Splitting sentences by concatenating over-split substrings based on their language
powered by [`wtpsplit`](https://github.com/segment-any-text/wtpsplit) and language detection ([`fast-langdetect`](https://github.com/LlmKira/fast-langdetect) and [`langdetect`](https://github.com/Mimino666/langdetect)) 

</div>

<br/>

<div align="center">

[![PyPI version](https://badge.fury.io/py/split-lang.svg)](https://badge.fury.io/py/split-lang)
[![Downloads](https://static.pepy.tech/badge/split-lang)](https://pepy.tech/project/split-lang)
[![Downloads](https://static.pepy.tech/badge/split-lang/month)](https://pepy.tech/project/split-lang)


[![Open In Colab](https://colab.research.google.com/assets/colab-badge.svg)](https://colab.research.google.com/github/DoodleBears/split-lang/blob/main/split-lang-demo.ipynb)


[![License](https://img.shields.io/badge/license-MIT-green.svg)](https://github.com/DoodleBears/split-lang/blob/main/LICENSE)
![GitHub Repo stars](https://img.shields.io/github/stars/DoodleBears/split-lang)
[![wakatime](https://wakatime.com/badge/user/5728d95a-5cfb-4acb-b600-e34c2fc231b6/project/e06e0a00-9ba1-453d-8c62-a0b2604aaaad.svg)](https://wakatime.com/badge/user/5728d95a-5cfb-4acb-b600-e34c2fc231b6/project/e06e0a00-9ba1-453d-8c62-a0b2604aaaad)

</div>




# 1. Idea

**Stage 1**: rule-based split using punctuation
- `hello, how are you` -> `hello` | `,` | `how are you`

**Stage 2**: then, over-split text to substrings by `wtpsplit`
- `你喜欢看アニメ吗` -> `你` | `喜欢` | `看` | `アニメ` | `吗`

**Stage 3**: concatenate substrings based on their languages using `fast-langdetect` and `langdetect`
- `你` | `喜欢` | `看` | `アニメ` | `吗` -> `你喜欢看` | `アニメ` | `吗`

# 2. Motivation
1. TTS (Text-To-Speech) model often fails on multi-language sentence, separate sentence based on language will bring better result
2. Existed NLP toolkit (e.g. `SpaCy`) is helpful for parsing text in one language, however when it comes to multi-language texts like below are hard to deal with: 

```
你喜欢看アニメ吗？
Vielen Dank merci beaucoup for your help.
你最近好吗、最近どうですか？

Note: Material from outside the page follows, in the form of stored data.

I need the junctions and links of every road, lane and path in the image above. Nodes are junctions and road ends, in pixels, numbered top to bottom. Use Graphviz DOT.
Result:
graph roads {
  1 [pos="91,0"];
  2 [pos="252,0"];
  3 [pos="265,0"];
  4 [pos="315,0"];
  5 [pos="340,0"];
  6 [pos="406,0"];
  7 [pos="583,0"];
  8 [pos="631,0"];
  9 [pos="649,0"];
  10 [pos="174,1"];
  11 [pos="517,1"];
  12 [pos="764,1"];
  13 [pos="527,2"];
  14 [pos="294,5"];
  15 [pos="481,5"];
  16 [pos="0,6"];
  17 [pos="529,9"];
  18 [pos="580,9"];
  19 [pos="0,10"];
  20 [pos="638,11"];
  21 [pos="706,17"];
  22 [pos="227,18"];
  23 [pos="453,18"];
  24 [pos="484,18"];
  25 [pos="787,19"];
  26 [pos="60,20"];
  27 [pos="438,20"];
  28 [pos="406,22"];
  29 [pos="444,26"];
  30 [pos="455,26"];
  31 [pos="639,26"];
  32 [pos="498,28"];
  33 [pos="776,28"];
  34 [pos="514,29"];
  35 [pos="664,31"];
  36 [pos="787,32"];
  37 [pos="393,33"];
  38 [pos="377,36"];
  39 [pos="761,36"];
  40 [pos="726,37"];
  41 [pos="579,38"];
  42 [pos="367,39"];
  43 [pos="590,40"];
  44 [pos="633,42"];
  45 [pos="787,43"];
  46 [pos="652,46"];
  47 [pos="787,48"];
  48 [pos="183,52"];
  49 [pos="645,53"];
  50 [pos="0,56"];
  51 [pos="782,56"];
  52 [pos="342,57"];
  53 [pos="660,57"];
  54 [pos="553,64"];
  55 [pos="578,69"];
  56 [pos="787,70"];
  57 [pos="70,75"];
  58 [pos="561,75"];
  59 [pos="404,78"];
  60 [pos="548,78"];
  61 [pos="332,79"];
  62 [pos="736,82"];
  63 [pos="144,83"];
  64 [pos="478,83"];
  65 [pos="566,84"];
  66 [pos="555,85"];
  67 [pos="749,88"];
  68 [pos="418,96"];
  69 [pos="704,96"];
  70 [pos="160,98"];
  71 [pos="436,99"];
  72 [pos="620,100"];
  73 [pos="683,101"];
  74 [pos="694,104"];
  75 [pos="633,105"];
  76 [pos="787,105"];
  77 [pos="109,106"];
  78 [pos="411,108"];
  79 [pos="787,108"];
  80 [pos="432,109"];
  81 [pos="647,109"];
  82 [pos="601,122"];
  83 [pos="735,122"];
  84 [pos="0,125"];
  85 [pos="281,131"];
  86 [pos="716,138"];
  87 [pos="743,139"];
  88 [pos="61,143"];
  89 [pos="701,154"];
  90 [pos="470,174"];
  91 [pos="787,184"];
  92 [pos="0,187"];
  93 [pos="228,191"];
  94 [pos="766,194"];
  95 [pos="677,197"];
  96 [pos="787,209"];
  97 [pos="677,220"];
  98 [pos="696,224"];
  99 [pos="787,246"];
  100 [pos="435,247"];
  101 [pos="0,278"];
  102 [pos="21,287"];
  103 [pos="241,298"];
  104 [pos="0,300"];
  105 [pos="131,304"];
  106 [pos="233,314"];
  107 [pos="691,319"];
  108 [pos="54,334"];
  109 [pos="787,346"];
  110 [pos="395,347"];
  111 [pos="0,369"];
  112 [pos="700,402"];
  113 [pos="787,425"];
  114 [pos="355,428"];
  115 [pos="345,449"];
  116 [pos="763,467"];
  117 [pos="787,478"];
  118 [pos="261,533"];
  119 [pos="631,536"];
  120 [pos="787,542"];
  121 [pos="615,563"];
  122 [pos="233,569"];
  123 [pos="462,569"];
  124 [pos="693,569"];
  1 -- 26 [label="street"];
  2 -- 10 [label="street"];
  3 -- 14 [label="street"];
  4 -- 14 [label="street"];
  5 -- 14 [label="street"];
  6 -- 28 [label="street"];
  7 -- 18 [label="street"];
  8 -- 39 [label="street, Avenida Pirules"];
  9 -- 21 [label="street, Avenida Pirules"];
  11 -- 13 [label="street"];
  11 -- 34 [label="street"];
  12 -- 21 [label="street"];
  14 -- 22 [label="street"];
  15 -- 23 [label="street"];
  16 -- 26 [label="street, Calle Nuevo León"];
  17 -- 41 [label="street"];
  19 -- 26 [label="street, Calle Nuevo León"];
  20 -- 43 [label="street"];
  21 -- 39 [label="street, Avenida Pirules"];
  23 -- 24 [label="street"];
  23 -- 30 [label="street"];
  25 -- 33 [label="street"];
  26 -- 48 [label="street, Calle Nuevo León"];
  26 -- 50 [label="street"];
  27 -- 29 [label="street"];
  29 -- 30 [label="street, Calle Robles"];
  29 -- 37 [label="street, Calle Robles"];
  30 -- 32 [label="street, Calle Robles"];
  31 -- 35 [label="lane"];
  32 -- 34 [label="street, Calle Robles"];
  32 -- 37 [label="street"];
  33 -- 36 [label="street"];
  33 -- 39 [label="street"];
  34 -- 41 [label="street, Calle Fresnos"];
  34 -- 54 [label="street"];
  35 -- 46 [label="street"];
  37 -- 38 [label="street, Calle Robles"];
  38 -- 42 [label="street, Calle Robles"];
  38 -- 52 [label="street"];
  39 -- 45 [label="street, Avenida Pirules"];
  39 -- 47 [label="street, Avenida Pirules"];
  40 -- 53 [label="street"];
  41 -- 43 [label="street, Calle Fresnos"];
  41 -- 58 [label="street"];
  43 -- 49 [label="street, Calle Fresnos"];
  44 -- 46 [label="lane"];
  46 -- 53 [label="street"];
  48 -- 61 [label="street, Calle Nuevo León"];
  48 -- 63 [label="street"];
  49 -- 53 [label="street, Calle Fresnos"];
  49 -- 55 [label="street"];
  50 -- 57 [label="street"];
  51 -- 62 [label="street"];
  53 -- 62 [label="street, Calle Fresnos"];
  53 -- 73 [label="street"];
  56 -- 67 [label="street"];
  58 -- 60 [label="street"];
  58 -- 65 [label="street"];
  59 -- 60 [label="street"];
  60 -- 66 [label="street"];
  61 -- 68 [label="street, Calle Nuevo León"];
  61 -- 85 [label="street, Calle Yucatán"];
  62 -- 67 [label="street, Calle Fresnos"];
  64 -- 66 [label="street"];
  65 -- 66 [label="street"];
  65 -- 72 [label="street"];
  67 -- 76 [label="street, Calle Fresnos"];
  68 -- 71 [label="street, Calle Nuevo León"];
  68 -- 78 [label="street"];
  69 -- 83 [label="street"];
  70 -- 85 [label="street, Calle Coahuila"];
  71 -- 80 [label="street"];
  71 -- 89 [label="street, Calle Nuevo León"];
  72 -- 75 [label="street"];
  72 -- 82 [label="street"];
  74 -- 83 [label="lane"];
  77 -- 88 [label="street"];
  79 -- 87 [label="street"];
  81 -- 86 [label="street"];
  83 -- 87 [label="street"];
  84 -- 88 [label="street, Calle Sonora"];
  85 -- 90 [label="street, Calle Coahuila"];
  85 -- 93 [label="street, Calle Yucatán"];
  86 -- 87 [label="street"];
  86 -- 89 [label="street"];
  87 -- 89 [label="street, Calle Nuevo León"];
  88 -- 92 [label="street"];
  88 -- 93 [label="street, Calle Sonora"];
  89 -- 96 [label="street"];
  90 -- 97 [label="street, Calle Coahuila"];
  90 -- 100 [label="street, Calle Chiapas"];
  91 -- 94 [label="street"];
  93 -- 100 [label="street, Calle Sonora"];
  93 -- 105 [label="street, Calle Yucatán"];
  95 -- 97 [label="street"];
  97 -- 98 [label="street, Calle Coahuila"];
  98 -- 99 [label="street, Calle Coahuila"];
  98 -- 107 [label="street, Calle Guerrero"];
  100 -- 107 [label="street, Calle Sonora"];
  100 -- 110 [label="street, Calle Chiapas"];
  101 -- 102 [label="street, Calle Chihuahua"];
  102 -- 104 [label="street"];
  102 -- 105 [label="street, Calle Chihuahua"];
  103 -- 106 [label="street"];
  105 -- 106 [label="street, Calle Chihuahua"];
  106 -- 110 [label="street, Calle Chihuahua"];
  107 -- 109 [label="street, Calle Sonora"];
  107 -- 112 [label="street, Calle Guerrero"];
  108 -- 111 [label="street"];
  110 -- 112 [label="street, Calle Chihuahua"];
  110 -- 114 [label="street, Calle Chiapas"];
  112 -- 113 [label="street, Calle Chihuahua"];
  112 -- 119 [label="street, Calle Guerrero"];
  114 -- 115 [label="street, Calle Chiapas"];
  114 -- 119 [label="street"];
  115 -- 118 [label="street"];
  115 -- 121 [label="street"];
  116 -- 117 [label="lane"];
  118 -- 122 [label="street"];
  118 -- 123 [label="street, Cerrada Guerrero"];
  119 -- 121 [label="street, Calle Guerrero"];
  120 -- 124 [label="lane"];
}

요즘 어떻게 지내요？sky is clear and sunny。
```

- [1. Idea](#1-idea)
- [2. Motivation](#2-motivation)
- [3. Usage](#3-usage)
  - [3.1. Installation](#31-installation)
  - [3.2. Basic](#32-basic)
    - [3.2.1. `split_by_lang`](#321-split_by_lang)
  - [3.3. Advanced](#33-advanced)
    - [3.3.1. `TextSplitter` and `threshold`](#331-textsplitter-and-threshold)
    - [3.3.2. usage of `lang_map` and `default_lang` (for better result)](#332-usage-of-lang_map-and-default_lang-for-better-result)
- [4. Acknowledgement](#4-acknowledgement)


# 3. Usage

## 3.1. Installation

You can install the package using pip:

```bash
pip install split-lang
```



## 3.2. Basic
### 3.2.1. `split_by_lang`

[![Open In Colab](https://colab.research.google.com/assets/colab-badge.svg)](https://colab.research.google.com/github/DoodleBears/split-lang/blob/main/split-lang-demo.ipynb)

```python
from split_lang import split_by_lang

texts = [
    "你喜欢看アニメ吗？",
]

for text in texts:
    substr = split_by_lang(
        text=text,
        threshold=4.9e-5,
        default_lang="en",
    )
    for index, item in enumerate(substr):
        print(f"{index}|{item.lang}:{item.text}")
    print("----------------------")
```

```
0|zh:你喜欢看
1|ja:アニメ
2|zh:吗
3|punctuation:？
```

```python
from split_lang import split_by_lang

texts = [
    "Please star this project on GitHub, Thanks you. I love you请加星这个项目，谢谢你。我爱你この項目をスターしてください、ありがとうございます！愛してる",
]

for text in texts:
    substr = split_by_lang(
        text=text,
        threshold=4.9e-5,
        default_lang="en",
        merge_across_punctuation=True,
    )
    for index, item in enumerate(substr):
        print(f"{index}|{item.lang}:{item.text}")
```


```
0|en:Please star this project on GitHub, Thanks you. I love you
1|zh:请加星这个项目，谢谢你。我爱你
2|ja:この項目をスターしてください、ありがとうございます！愛してる
----------------------
```

```python
from split_lang import split_by_lang

texts = [
    "Please star this project on GitHub, Thanks you. I love you请加星这个项目，谢谢你。我爱你この項目をスターしてください、ありがとうございます！愛してる",
]

for text in texts:
    substr = split_by_lang(
        text=text,
        threshold=4.9e-5,
        default_lang="en",
        merge_across_punctuation=False,
    )
    for index, item in enumerate(substr):
        print(f"{index}|{item.lang}:{item.text}")
```

```
0|en:Please star this project on GitHub
1|punctuation:, 
2|en:Thanks you
3|punctuation:. 
4|en:I love you
5|zh:请加星这个项目
6|punctuation:，
7|zh:谢谢你
8|punctuation:。
9|zh:我爱你
10|ja:この項目をスターしてください
11|punctuation:、
12|ja:ありがとうございます
13|punctuation:！
14|ja:愛してる
```
## 3.3. Advanced

### 3.3.1. `TextSplitter` and `threshold`

`TextSplitter` is a class which implement `split()` method to split the text after splitting with rule-based logic ([Idea-Stage 2](#1-idea)).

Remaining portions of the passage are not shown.